Identify each line below containing the string "الاسعد" and copy it.

^^^^

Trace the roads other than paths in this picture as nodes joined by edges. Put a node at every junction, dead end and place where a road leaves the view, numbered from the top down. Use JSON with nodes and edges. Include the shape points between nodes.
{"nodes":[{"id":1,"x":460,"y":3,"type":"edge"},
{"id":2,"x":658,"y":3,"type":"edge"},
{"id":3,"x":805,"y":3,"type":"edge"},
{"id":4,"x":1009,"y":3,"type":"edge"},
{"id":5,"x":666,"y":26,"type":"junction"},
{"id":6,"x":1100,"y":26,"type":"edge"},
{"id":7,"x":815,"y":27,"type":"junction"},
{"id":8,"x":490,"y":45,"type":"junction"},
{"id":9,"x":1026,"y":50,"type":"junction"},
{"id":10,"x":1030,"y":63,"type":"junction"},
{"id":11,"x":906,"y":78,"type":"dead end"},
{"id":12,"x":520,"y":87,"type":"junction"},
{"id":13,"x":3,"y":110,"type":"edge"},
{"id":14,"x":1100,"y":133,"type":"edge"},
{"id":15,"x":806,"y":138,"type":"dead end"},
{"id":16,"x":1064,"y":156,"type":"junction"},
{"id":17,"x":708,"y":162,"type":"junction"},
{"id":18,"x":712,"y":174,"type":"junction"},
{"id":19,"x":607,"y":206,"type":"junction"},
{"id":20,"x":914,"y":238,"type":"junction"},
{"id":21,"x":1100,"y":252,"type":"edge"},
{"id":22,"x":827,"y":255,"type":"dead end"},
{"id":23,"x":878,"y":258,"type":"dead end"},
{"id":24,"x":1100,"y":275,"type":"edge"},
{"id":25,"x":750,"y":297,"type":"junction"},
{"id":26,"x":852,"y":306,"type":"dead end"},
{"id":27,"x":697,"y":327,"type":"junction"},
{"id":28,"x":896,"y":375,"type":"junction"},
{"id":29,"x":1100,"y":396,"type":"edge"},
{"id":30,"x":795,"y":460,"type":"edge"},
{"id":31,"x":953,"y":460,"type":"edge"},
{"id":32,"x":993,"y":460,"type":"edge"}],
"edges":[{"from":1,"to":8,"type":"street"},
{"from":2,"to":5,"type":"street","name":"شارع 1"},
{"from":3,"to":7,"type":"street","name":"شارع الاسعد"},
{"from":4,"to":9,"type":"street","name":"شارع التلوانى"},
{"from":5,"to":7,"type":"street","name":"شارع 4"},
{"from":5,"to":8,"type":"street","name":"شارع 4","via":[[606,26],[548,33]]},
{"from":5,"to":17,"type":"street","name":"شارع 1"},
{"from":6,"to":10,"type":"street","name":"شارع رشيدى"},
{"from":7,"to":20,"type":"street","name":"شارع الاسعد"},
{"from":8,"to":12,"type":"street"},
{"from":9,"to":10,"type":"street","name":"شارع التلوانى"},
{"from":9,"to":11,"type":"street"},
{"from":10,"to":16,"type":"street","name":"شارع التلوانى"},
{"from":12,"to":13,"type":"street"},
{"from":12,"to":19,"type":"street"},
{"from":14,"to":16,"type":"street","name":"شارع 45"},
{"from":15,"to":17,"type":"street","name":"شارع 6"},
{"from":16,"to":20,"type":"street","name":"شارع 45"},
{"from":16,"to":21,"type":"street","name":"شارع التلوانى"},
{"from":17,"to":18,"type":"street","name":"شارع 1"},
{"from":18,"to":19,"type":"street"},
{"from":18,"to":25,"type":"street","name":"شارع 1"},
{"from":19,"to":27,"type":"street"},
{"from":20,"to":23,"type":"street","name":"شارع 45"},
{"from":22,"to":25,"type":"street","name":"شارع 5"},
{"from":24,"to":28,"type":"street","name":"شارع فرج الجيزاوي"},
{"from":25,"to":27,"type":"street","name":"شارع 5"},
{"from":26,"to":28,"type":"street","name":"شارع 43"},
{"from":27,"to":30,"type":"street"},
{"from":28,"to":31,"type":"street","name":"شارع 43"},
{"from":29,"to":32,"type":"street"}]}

^^^^

▸ **Exercise output**
{"from":3,"to":7,"type":"street","name":"شارع الاسعد"},
{"from":7,"to":20,"type":"street","name":"شارع الاسعد"},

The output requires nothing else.